Re: [PATCH v1] drm/panfrost: Sync IRQ by job's timeout handler

Steven Price <steven.price@xxxxxxx> · Mon, 17 Jul 2023 09:06:56 +0100

On 17/07/2023 08:49, Boris Brezillon wrote:
> On Mon, 17 Jul 2023 10:20:02 +0300
> Dmitry Osipenko <dmitry.osipenko@xxxxxxxxxxxxx> wrote:
> 
>> Hi,
>>
>> On 7/17/23 10:05, Boris Brezillon wrote:
>>> Hi Dmitry,
>>>
>>> On Mon, 17 Jul 2023 09:52:54 +0300
>>> Dmitry Osipenko <dmitry.osipenko@xxxxxxxxxxxxx> wrote:
>>>   
>>>> Panfrost IRQ handler may stuck for a long time, for example this happens
>>>> when there is a bad HDMI connection and HDMI handler takes a long time to
>>>> finish processing, holding Panfrost. Make Panfrost's job timeout handler
>>>> to sync IRQ before checking fence signal status in order to prevent
>>>> spurious job timeouts due to a slow IRQ processing.  
>>>
>>> Feels like the problem should be fixed in the HDMI encoder driver
>>> instead, so it doesn't stall the whole system when processing its
>>> IRQs (use threaded irqs, maybe). I honestly don't think blocking in the
>>> job timeout path to flush IRQs is a good strategy.  
>>
>> The syncing is necessary to have for correctness regardless of whether
>> it's HDMI problem or something else, there could be other reasons for
>> CPU to delay IRQ processing. It's wrong to say that hw is hung, while
>> it's not.
> 
> Well, hardware is effectively hung, if not indefinitely, at least
> temporarily. All you do here is block in the timeout handler path
> waiting for the GPU interrupt handlers to finish, handler that's
> probably waiting in the queue, because the raw HDMI handler is blocking
> it somehow. So, in the end, you might just be delaying the time of HWR a
> bit more. I know it's not GPU's fault in that case, and the job could
> have finished in time if the HDMI encoder hadn't stall the interrupt
> handling pipeline, but I'm not sure we should care for that specific
> situation. And more importantly, if it took more than 500ms to get a
> frame rendered (or, in that case, to get the event that a frame is
> rendered), you already lost, so I'm not sure correctness matters:
> rendering didn't make it in time, and the watchdog kicked in to try and
> unblock the situation. Feels like we're just papering over an HDMI
> encoder driver bug here, really.

TLDR; I don't see any major downsides and it stops the GPU getting the 
blame for something that isn't its fault.

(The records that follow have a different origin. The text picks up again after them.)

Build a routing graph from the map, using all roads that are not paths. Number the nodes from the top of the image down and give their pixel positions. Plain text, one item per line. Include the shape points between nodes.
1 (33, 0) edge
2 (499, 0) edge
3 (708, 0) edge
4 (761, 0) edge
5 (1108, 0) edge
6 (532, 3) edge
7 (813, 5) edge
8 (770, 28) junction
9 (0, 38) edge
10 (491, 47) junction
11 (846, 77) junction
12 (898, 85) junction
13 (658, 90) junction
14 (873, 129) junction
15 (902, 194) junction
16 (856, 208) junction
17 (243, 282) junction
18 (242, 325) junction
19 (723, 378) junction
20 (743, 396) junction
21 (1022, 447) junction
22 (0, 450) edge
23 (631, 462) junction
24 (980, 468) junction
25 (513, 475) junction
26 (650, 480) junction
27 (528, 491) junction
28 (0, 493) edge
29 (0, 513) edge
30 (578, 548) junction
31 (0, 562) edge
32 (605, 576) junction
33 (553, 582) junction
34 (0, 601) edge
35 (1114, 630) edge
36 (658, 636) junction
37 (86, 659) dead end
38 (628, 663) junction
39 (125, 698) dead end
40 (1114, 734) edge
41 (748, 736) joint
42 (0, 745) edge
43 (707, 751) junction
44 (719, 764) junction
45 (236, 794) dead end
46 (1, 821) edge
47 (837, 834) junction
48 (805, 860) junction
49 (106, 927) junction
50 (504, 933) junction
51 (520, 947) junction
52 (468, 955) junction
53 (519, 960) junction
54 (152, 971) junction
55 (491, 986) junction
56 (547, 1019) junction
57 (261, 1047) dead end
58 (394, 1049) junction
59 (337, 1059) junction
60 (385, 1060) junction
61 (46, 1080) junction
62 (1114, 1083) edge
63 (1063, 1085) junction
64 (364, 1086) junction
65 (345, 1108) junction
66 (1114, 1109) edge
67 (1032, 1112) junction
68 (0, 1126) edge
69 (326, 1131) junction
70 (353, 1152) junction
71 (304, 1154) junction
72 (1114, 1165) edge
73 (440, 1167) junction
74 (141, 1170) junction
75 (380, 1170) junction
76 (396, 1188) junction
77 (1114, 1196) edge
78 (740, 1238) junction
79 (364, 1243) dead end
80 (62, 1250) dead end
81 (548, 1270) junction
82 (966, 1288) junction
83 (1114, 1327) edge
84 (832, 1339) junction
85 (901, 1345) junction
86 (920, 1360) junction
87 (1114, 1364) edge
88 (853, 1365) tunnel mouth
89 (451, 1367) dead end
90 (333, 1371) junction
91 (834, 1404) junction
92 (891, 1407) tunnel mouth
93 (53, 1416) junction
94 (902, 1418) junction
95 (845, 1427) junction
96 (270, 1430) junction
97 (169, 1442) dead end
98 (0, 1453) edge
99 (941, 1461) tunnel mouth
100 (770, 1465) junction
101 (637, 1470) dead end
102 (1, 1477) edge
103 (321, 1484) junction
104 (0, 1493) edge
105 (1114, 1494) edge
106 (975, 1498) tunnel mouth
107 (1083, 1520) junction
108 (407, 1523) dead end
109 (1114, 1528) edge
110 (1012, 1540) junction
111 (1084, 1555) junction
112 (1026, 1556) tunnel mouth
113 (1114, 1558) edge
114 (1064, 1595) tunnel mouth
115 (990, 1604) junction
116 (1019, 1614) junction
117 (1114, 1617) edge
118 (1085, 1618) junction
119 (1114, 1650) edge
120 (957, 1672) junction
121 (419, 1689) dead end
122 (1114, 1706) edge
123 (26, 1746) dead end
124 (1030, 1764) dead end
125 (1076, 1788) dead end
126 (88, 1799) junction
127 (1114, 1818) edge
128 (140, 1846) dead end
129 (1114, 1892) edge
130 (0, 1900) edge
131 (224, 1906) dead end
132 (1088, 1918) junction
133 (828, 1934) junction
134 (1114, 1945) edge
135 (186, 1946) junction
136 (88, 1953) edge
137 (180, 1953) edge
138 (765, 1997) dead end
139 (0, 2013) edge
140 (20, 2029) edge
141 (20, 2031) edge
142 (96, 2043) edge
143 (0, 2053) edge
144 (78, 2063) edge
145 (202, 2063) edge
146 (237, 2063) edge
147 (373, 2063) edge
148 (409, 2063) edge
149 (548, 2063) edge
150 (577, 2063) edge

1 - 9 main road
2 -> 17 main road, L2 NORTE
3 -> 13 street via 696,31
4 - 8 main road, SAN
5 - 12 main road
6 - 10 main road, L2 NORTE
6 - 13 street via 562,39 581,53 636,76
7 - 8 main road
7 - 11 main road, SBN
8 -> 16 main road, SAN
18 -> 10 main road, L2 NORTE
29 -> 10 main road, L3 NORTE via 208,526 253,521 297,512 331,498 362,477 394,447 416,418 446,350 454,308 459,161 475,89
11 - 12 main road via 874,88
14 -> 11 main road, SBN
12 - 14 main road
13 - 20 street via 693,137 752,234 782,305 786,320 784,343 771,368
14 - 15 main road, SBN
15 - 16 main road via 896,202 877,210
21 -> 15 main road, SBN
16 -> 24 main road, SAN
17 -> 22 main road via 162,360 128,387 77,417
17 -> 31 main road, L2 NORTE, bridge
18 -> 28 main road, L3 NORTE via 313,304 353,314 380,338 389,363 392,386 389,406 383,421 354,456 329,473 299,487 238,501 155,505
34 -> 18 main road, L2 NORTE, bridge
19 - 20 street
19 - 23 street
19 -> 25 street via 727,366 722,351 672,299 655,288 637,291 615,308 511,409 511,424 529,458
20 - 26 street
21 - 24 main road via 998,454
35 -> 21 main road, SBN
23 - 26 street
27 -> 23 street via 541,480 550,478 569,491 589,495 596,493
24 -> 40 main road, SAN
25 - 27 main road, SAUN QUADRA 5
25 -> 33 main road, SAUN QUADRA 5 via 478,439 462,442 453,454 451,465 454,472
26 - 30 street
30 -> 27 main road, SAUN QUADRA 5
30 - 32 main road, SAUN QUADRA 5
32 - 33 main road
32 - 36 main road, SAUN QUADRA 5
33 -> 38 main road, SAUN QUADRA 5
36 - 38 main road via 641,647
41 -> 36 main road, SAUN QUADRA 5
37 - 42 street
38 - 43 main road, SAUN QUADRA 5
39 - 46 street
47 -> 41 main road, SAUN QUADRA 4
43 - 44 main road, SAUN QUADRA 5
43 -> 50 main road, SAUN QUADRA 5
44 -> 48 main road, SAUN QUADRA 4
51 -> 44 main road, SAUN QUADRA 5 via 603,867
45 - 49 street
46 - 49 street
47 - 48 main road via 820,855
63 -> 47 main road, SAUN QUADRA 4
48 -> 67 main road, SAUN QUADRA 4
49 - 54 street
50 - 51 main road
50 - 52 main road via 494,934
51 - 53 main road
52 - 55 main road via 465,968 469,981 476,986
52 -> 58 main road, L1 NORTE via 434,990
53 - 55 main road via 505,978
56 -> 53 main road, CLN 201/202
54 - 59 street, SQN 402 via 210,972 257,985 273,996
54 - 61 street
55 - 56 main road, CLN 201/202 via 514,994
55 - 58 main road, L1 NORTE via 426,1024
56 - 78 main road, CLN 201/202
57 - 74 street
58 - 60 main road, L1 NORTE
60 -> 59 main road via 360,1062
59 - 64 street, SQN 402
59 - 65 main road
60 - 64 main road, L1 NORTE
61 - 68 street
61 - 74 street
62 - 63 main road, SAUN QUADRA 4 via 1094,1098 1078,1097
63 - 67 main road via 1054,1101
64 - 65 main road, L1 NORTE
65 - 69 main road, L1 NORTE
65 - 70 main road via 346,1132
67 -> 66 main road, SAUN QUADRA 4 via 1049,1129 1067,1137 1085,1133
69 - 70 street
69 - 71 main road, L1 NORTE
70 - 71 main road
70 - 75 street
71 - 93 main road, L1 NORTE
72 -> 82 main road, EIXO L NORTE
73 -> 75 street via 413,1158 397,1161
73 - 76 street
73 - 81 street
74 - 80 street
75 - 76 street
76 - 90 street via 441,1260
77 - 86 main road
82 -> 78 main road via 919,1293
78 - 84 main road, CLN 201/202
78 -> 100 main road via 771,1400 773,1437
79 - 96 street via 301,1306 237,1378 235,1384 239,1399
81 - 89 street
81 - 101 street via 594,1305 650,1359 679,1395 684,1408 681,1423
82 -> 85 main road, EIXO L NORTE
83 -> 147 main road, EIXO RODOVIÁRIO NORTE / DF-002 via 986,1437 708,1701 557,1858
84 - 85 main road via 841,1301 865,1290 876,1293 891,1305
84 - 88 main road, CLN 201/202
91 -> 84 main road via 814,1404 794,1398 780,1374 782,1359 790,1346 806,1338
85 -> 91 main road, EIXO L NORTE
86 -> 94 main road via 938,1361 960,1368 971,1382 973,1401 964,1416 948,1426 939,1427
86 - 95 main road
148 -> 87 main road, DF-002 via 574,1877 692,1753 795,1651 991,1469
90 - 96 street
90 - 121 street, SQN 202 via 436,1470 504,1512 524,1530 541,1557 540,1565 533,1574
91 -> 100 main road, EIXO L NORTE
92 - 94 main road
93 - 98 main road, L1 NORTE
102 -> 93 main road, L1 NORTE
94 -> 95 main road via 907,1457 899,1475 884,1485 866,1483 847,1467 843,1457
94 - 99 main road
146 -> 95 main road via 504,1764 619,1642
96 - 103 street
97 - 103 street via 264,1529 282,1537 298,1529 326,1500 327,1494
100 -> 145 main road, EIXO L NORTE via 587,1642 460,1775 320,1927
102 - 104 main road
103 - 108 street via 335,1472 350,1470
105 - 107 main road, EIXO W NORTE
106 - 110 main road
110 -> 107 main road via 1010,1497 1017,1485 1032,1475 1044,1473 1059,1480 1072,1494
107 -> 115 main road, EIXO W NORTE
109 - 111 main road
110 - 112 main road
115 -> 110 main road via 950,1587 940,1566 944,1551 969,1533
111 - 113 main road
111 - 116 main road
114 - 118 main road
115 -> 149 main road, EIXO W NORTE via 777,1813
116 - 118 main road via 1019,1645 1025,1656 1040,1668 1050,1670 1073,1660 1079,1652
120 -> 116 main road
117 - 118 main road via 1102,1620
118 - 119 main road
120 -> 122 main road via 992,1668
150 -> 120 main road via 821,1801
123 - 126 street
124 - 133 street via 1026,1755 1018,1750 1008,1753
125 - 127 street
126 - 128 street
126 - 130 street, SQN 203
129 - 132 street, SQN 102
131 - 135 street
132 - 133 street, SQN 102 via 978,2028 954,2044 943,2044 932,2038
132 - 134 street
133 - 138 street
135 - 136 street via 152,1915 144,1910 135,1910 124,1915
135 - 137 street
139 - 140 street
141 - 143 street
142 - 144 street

I guess the question is whether panfrost should work on a system which 
has terrible IRQ latency. At the moment we have a synchronize_irq() call 
in panfrost_reset() which effectively does the same thing, but with all 
the overhead/spew of resetting the GPU.

Of course in the case Dmitry is actually talking about - it does seem 
like the HDMI encoder has a bug which needs fixing. There are plenty of 
other things that will break if IRQ latency gets that bad.

I do wonder if it makes sense to only synchronize when it's needed, 
e.g.:

----8<---

diff --git a/drivers/gpu/drm/panfrost/panfrost_job.c b/drivers/gpu/drm/panfrost/panfrost_job.c
index dbc597ab46fb..d96266b74e5c 100644
--- a/drivers/gpu/drm/panfrost/panfrost_job.c
+++ b/drivers/gpu/drm/panfrost/panfrost_job.c
@@ -720,6 +720,12 @@ static enum drm_gpu_sched_stat panfrost_job_timedout(struct drm_sched_job
 	if (dma_fence_is_signaled(job->done_fence))
 		return DRM_GPU_SCHED_STAT_NOMINAL;
 
+	/* Synchronize with the IRQ handler in case the IRQ latency is bad */
+	synchronize_irq(pfdev->js->irq);
+	/* Recheck if the job is now complete */
+	if (dma_fence_is_signaled(job->done_fence))
+		return DRM_GPU_SCHED_STAT_NOMINAL;
+
 	dev_err(pfdev->dev, "gpu sched timeout, js=%d, config=0x%x, status=0x%x, head=0x%x, tail=0x%x, sched_job=%p",
 		js,
 		job_read(pfdev, JS_CONFIG(js)),
----8<---

I don't have any data as to how often we hit the case where the DRM 
scheduler calls the timeout but we've already signalled - so the extra 
check might be overkill.

Steve